A new study shows that how you think and feel about what causes you stress may affect the way your body reacts to those stressors.
Researchers from the Osher Center for Integrative Medicine at the University of California, San Francisco, found that certain women reduced their physical experience of stress by starting their day with identifying what stressed them and accepting how they felt about those things. This process of internal reflection is considered an aspect of dispositional mindfulness—the natural tendency to be aware of present-moment experiences in an accepting and nonjudgmental manner.

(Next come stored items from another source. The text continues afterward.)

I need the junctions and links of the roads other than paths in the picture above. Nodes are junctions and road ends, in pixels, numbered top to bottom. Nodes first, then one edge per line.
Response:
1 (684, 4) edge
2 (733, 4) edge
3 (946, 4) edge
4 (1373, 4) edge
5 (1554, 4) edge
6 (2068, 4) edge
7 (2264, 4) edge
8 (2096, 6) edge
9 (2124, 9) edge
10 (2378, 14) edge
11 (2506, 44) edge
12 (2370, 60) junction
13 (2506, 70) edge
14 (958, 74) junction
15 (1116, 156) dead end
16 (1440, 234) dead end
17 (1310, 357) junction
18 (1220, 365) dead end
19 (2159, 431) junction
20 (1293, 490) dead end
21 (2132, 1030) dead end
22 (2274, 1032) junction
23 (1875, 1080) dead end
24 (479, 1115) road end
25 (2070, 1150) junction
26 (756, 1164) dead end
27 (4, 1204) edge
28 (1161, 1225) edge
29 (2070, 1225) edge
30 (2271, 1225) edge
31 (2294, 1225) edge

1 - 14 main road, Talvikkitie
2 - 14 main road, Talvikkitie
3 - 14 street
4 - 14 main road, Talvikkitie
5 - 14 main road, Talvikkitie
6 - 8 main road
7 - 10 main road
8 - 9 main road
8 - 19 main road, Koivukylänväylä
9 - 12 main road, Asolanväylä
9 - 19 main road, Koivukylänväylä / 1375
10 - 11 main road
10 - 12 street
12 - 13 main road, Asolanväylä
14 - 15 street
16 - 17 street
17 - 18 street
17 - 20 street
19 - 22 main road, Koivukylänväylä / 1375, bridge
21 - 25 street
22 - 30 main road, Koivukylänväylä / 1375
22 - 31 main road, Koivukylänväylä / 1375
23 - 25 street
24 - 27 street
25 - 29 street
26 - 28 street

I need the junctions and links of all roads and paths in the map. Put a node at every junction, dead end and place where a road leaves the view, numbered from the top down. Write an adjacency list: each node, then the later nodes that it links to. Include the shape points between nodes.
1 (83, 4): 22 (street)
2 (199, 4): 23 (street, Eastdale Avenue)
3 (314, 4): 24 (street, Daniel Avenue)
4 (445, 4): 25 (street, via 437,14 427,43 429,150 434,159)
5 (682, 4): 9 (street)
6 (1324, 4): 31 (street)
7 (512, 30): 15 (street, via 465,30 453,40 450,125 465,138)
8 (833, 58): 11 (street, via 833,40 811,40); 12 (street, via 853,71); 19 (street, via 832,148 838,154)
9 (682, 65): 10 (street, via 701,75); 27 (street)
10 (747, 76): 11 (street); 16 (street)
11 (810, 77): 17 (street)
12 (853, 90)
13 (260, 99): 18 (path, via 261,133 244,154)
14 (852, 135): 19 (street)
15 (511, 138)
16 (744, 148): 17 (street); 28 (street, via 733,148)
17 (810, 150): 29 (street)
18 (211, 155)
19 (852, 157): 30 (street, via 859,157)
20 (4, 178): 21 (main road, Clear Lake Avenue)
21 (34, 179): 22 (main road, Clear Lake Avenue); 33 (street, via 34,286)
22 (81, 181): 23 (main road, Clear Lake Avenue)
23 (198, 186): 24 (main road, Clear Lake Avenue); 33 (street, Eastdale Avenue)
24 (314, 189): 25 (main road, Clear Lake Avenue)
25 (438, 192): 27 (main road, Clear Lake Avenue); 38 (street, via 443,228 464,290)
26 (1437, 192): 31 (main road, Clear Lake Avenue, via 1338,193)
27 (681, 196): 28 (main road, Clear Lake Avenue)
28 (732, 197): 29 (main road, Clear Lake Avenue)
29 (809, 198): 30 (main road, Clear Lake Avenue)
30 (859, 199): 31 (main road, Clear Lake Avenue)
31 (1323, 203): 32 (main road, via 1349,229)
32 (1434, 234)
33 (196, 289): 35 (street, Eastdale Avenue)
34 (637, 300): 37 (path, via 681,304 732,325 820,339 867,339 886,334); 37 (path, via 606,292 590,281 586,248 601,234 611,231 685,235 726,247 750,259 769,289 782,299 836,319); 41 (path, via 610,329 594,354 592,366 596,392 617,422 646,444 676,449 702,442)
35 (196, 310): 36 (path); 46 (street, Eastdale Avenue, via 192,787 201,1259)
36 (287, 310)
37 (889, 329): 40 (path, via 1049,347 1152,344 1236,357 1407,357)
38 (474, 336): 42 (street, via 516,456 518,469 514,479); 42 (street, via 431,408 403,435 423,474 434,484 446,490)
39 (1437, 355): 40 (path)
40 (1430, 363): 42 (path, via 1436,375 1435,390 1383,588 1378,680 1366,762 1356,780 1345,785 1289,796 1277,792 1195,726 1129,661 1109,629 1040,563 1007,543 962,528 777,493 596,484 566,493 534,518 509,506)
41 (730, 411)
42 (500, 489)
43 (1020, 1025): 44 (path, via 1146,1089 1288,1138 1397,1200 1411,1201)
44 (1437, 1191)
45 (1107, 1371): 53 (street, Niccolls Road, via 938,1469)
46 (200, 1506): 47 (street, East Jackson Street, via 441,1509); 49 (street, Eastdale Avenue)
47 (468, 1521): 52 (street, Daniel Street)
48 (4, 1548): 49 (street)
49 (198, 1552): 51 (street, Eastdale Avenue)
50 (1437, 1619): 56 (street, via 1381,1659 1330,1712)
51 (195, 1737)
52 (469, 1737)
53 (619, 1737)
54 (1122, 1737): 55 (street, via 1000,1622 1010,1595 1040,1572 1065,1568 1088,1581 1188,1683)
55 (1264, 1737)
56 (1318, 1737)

The investigators wanted to determine why stress levels in the body (physiological) vary from one individual to another even when stress levels in the mind (self-identified) are the same. One gauge of the body’s reaction to stress is the cortisol awakening response, or CAR, a measurement of how quickly and how high salivary cortisol levels rise within the first 45 minutes after waking up.
Investigators conducted the study among 43 premenopausal women. Over four mornings, all women reported what they were experiencing mentally—levels of perceived stress, anxiety, negative feelings and rumination. They were asked to describe their negative thoughts and emotions and to say whether they were able to accept those negative thoughts and feelings without judgment—indicators of dispositional mindfulness. Researchers also measured CAR to determine physical responses to stress.
Data analysis showed that women who were more able to articulate their thoughts and emotions and to accept them had lower cortisol levels. Similarly, those who were less able to identify their stress-related thoughts and feelings and who lacked acceptance of negative emotions experienced a higher cortisol response.
Study authors concluded that the tendency to describe and accept experiences may buffer the impact of mental stress on physiological arousal. Use of self-reporting was a limiting factor in the study. More research is needed among different demographic groups to test for consistency among results.
The study was published in Psychoneuroendocrinology
(2014; doi: 10.1016/j.psyneuen .2014.05.012).